> _What you have to do_
Your copy should match the records exactly, except that no pictures appear in it.

> _Supplied material_
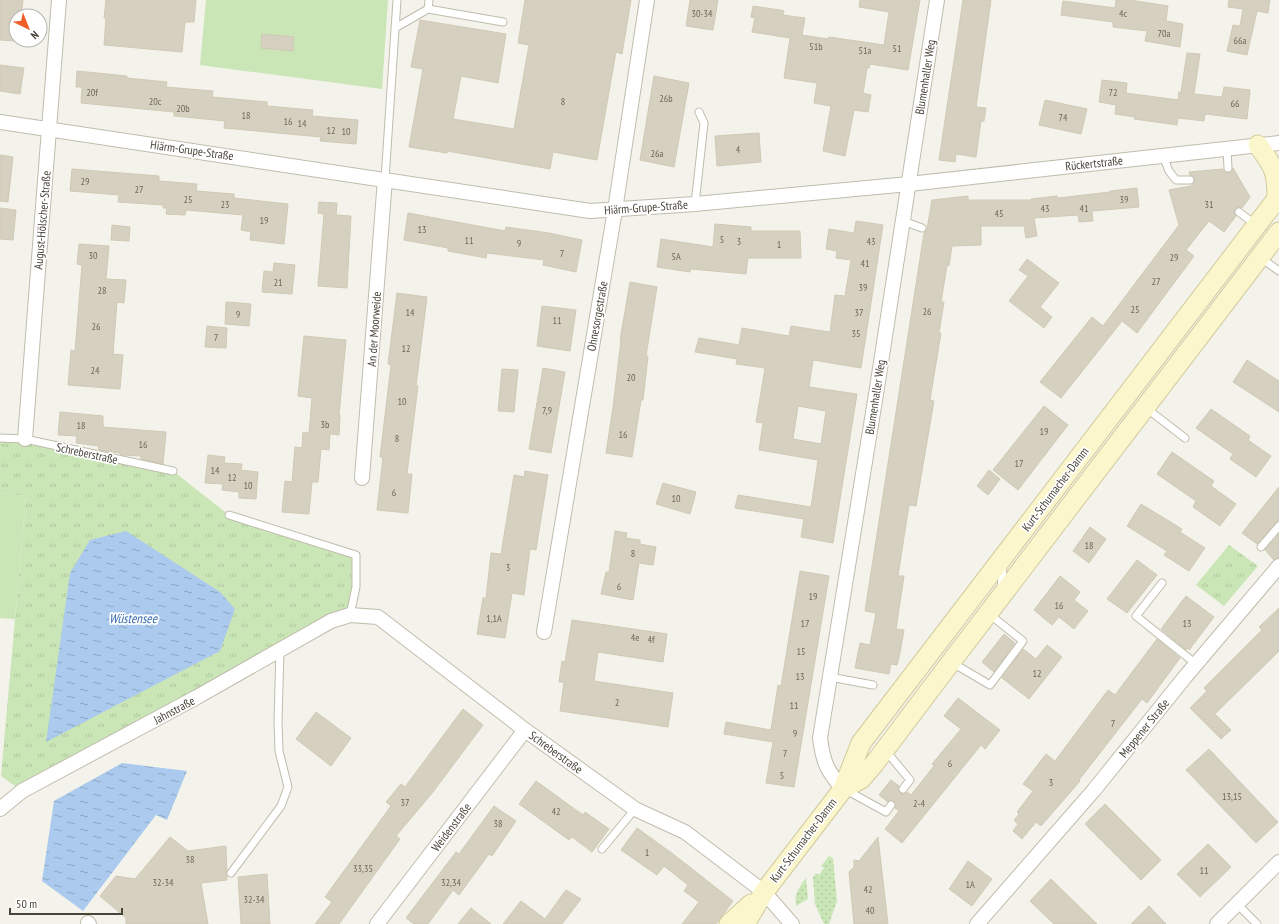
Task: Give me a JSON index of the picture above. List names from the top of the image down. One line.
{"streets":{"main road":["Kurt-Schumacher-Damm"],"street":["Blumenhaller Weg","Hiärm-Grupe-Straße","Rückertstraße","August-Hölscher-Straße","Ohnesorgestraße","An der Moorweide","Schreberstraße","Jahnstraße","Meppener Straße","Weidenstraße"]},"crossings":[["Blumenhaller Weg","Hiärm-Grupe-Straße"],["Blumenhaller Weg","Rückertstraße"],["Blumenhaller Weg","Kurt-Schumacher-Damm"],["Hiärm-Grupe-Straße","Rückertstraße"],["Hiärm-Grupe-Straße","August-Hölscher-Straße"],["Hiärm-Grupe-Straße","Ohnesorgestraße"],["Hiärm-Grupe-Straße","An der Moorweide"],["August-Hölscher-Straße","Schreberstraße"],["Schreberstraße","Kurt-Schumacher-Damm"],["Schreberstraße","Jahnstraße"],["Schreberstraße","Weidenstraße"]],"water":["Wüstensee"],"house_numbers":["30-34","4c","70a","66a","51b","51","51a","20f","72","26b","20c","8","66","20b","18","74","16","14","12","10","4","26a","29","27","25","39","23","31","43","41","45","19","13","5","11","3","43","9","1","7","30","5A","29","41","27","21","39","28","25","26","14","37","9","11","26","35","7","12","24","20","10","7,9","3b","18","19","16","8","16","17","14","12","10","6","10","18","8","3","6","19","16","1,1A","17","13","4e","4f","15","12","13","2","11","7","9","7","6","5","3","13,15","37","2-4","42","38","1","38","33,35","11","32-34","32,34","1A","42","32-34","40"],"scale_bar":"50 m","north":"bottom right"}
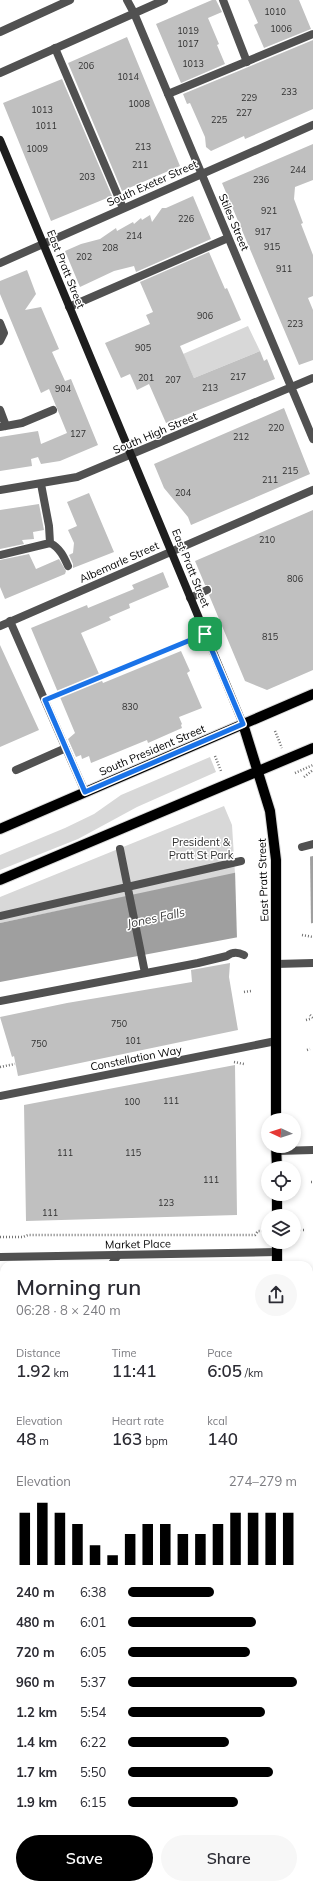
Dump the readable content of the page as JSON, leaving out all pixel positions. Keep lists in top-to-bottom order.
{
  "streets": {
    "main road": ["East Pratt Street", "South President Street"],
    "street": [
      "South Exeter Street",
      "Stiles Street",
      "South High Street",
      "Albemarle Street",
      "Constellation Way",
      "Market Place"
    ]
  },
  "crossings": [
    ["South Exeter Street", "Stiles Street"],
    ["South Exeter Street", "East Pratt Street"],
    ["Stiles Street", "South High Street"],
    ["East Pratt Street", "South High Street"],
    ["East Pratt Street", "Albemarle Street"],
    ["East Pratt Street", "South President Street"],
    ["East Pratt Street", "Constellation Way"]
  ],
  "water": ["Jones Falls"],
  "parks": ["President & Pratt St Park"],
  "house_numbers": [
    "1010",
    "1006",
    "1019",
    "1017",
    "1013",
    "206",
    "1014",
    "233",
    "229",
    "1008",
    "1013",
    "227",
    "225",
    "1011",
    "213",
    "1009",
    "211",
    "244",
    "203",
    "236",
    "921",
    "226",
    "917",
    "214",
    "915",
    "208",
    "202",
    "911",
    "906",
    "223",
    "905",
    "217",
    "201",
    "207",
    "213",
    "904",
    "220",
    "127",
    "212",
    "215",
    "211",
    "204",
    "210",
    "806",
    "815",
    "830",
    "750",
    "101",
    "750",
    "111",
    "100",
    "111",
    "115",
    "111",
    "123",
    "111"
  ],
  "north": "left",
  "page": {
    "heading": ["Morning run", "06:28 · 8 × 240 m"],
    "stats": [
      ["Distance", "1.92 km"],
      ["Time", "11:41"],
      ["Pace", "6:05 /km"],
      ["Elevation", "48 m"],
      ["Heart rate", "163 bpm"],
      ["kcal", "140"]
    ],
    "chart": ["Elevation", "274–279 m"],
    "list": [
      {
        "name": "240 m",
        "note": "6:38"
      },
      {
        "name": "480 m",
        "note": "6:01"
      },
      {
        "name": "720 m",
        "note": "6:05"
      },
      {
        "name": "960 m",
        "note": "5:37"
      },
      {
        "name": "1.2 km",
        "note": "5:54"
      },
      {
        "name": "1.4 km",
        "note": "6:22"
      },
      {
        "name": "1.7 km",
        "note": "5:50"
      },
      {
        "name": "1.9 km",
        "note": "6:15"
      }
    ],
    "buttons": ["Save", "Share"]
  }
}
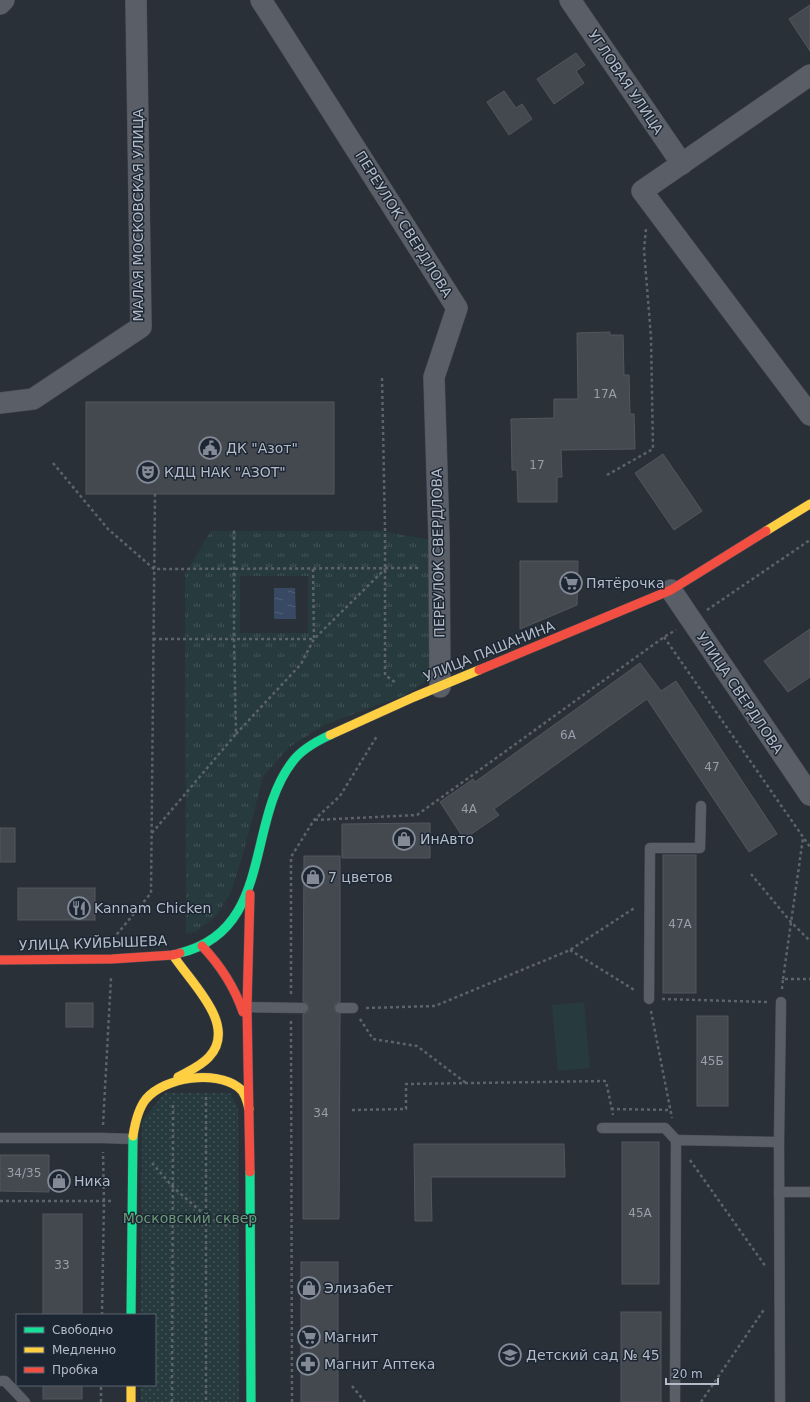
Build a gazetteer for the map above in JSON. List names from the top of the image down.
{
  "streets": {
    "main road": ["УЛИЦА ПАШАНИНА", "УЛИЦА КУЙБЫШЕВА"],
    "street": [
      "УГЛОВАЯ УЛИЦА",
      "МАЛАЯ МОСКОВСКАЯ УЛИЦА",
      "ПЕРЕУЛОК СВЕРДЛОВА",
      "УЛИЦА СВЕРДЛОВА"
    ]
  },
  "crossings": [
    ["ПЕРЕУЛОК СВЕРДЛОВА", "УЛИЦА ПАШАНИНА"],
    ["УЛИЦА ПАШАНИНА", "УЛИЦА СВЕРДЛОВА"],
    ["УЛИЦА ПАШАНИНА", "УЛИЦА КУЙБЫШЕВА"]
  ],
  "parks": ["Московский сквер"],
  "places": {
    "public building": ["ДК \"Азот\""],
    "theatre": ["КДЦ НАК \"АЗОТ\""],
    "supermarket": ["Пятёрочка", "Магнит"],
    "shop": [
      "ИнАвто",
      "7 цветов",
      "Ника",
      "Элизабет"
    ],
    "restaurant": ["Kannam Chicken"],
    "school or university": ["Детский сад № 45"],
    "pharmacy": ["Магнит Аптека"]
  },
  "house_numbers": [
    "17А",
    "17",
    "6А",
    "47",
    "4А",
    "47А",
    "45Б",
    "34",
    "34/35",
    "45А",
    "33"
  ],
  "legend": ["Свободно", "Медленно", "Пробка"],
  "scale_bar": "20 m"
}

> _Completed task_
Task: Give me a JSON index of the picture above. List names from the top of the image down. One line.
{"streets":{"main road":["Kurt-Schumacher-Damm"],"street":["Blumenhaller Weg","Hiärm-Grupe-Straße","Rückertstraße","August-Hölscher-Straße","Ohnesorgestraße","An der Moorweide","Schreberstraße","Jahnstraße","Meppener Straße","Weidenstraße"]},"crossings":[["Blumenhaller Weg","Hiärm-Grupe-Straße"],["Blumenhaller Weg","Rückertstraße"],["Blumenhaller Weg","Kurt-Schumacher-Damm"],["Hiärm-Grupe-Straße","Rückertstraße"],["Hiärm-Grupe-Straße","August-Hölscher-Straße"],["Hiärm-Grupe-Straße","Ohnesorgestraße"],["Hiärm-Grupe-Straße","An der Moorweide"],["August-Hölscher-Straße","Schreberstraße"],["Schreberstraße","Kurt-Schumacher-Damm"],["Schreberstraße","Jahnstraße"],["Schreberstraße","Weidenstraße"]],"water":["Wüstensee"],"house_numbers":["30-34","4c","70a","66a","51b","51","51a","20f","72","26b","20c","8","66","20b","18","74","16","14","12","10","4","26a","29","27","25","39","23","31","43","41","45","19","13","5","11","3","43","9","1","7","30","5A","29","41","27","21","39","28","25","26","14","37","9","11","26","35","7","12","24","20","10","7,9","3b","18","19","16","8","16","17","14","12","10","6","10","18","8","3","6","19","16","1,1A","17","13","4e","4f","15","12","13","2","11","7","9","7","6","5","3","13,15","37","2-4","42","38","1","38","33,35","11","32-34","32,34","1A","42","32-34","40"],"scale_bar":"50 m","north":"bottom right"}
Dump the readable content of the page as JSON, leaving out all pixel positions. Keep lists in top-to-bottom order.
{
  "streets": {
    "main road": ["East Pratt Street", "South President Street"],
    "street": [
      "South Exeter Street",
      "Stiles Street",
      "South High Street",
      "Albemarle Street",
      "Constellation Way",
      "Market Place"
    ]
  },
  "crossings": [
    ["South Exeter Street", "Stiles Street"],
    ["South Exeter Street", "East Pratt Street"],
    ["Stiles Street", "South High Street"],
    ["East Pratt Street", "South High Street"],
    ["East Pratt Street", "Albemarle Street"],
    ["East Pratt Street", "South President Street"],
    ["East Pratt Street", "Constellation Way"]
  ],
  "water": ["Jones Falls"],
  "parks": ["President & Pratt St Park"],
  "house_numbers": [
    "1010",
    "1006",
    "1019",
    "1017",
    "1013",
    "206",
    "1014",
    "233",
    "229",
    "1008",
    "1013",
    "227",
    "225",
    "1011",
    "213",
    "1009",
    "211",
    "244",
    "203",
    "236",
    "921",
    "226",
    "917",
    "214",
    "915",
    "208",
    "202",
    "911",
    "906",
    "223",
    "905",
    "217",
    "201",
    "207",
    "213",
    "904",
    "220",
    "127",
    "212",
    "215",
    "211",
    "204",
    "210",
    "806",
    "815",
    "830",
    "750",
    "101",
    "750",
    "111",
    "100",
    "111",
    "115",
    "111",
    "123",
    "111"
  ],
  "north": "left",
  "page": {
    "heading": ["Morning run", "06:28 · 8 × 240 m"],
    "stats": [
      ["Distance", "1.92 km"],
      ["Time", "11:41"],
      ["Pace", "6:05 /km"],
      ["Elevation", "48 m"],
      ["Heart rate", "163 bpm"],
      ["kcal", "140"]
    ],
    "chart": ["Elevation", "274–279 m"],
    "list": [
      {
        "name": "240 m",
        "note": "6:38"
      },
      {
        "name": "480 m",
        "note": "6:01"
      },
      {
        "name": "720 m",
        "note": "6:05"
      },
      {
        "name": "960 m",
        "note": "5:37"
      },
      {
        "name": "1.2 km",
        "note": "5:54"
      },
      {
        "name": "1.4 km",
        "note": "6:22"
      },
      {
        "name": "1.7 km",
        "note": "5:50"
      },
      {
        "name": "1.9 km",
        "note": "6:15"
      }
    ],
    "buttons": ["Save", "Share"]
  }
}
Build a gazetteer for the map above in JSON. List names from the top of the image down.
{
  "streets": {
    "main road": ["УЛИЦА ПАШАНИНА", "УЛИЦА КУЙБЫШЕВА"],
    "street": [
      "УГЛОВАЯ УЛИЦА",
      "МАЛАЯ МОСКОВСКАЯ УЛИЦА",
      "ПЕРЕУЛОК СВЕРДЛОВА",
      "УЛИЦА СВЕРДЛОВА"
    ]
  },
  "crossings": [
    ["ПЕРЕУЛОК СВЕРДЛОВА", "УЛИЦА ПАШАНИНА"],
    ["УЛИЦА ПАШАНИНА", "УЛИЦА СВЕРДЛОВА"],
    ["УЛИЦА ПАШАНИНА", "УЛИЦА КУЙБЫШЕВА"]
  ],
  "parks": ["Московский сквер"],
  "places": {
    "public building": ["ДК \"Азот\""],
    "theatre": ["КДЦ НАК \"АЗОТ\""],
    "supermarket": ["Пятёрочка", "Магнит"],
    "shop": [
      "ИнАвто",
      "7 цветов",
      "Ника",
      "Элизабет"
    ],
    "restaurant": ["Kannam Chicken"],
    "school or university": ["Детский сад № 45"],
    "pharmacy": ["Магнит Аптека"]
  },
  "house_numbers": [
    "17А",
    "17",
    "6А",
    "47",
    "4А",
    "47А",
    "45Б",
    "34",
    "34/35",
    "45А",
    "33"
  ],
  "legend": ["Свободно", "Медленно", "Пробка"],
  "scale_bar": "20 m"
}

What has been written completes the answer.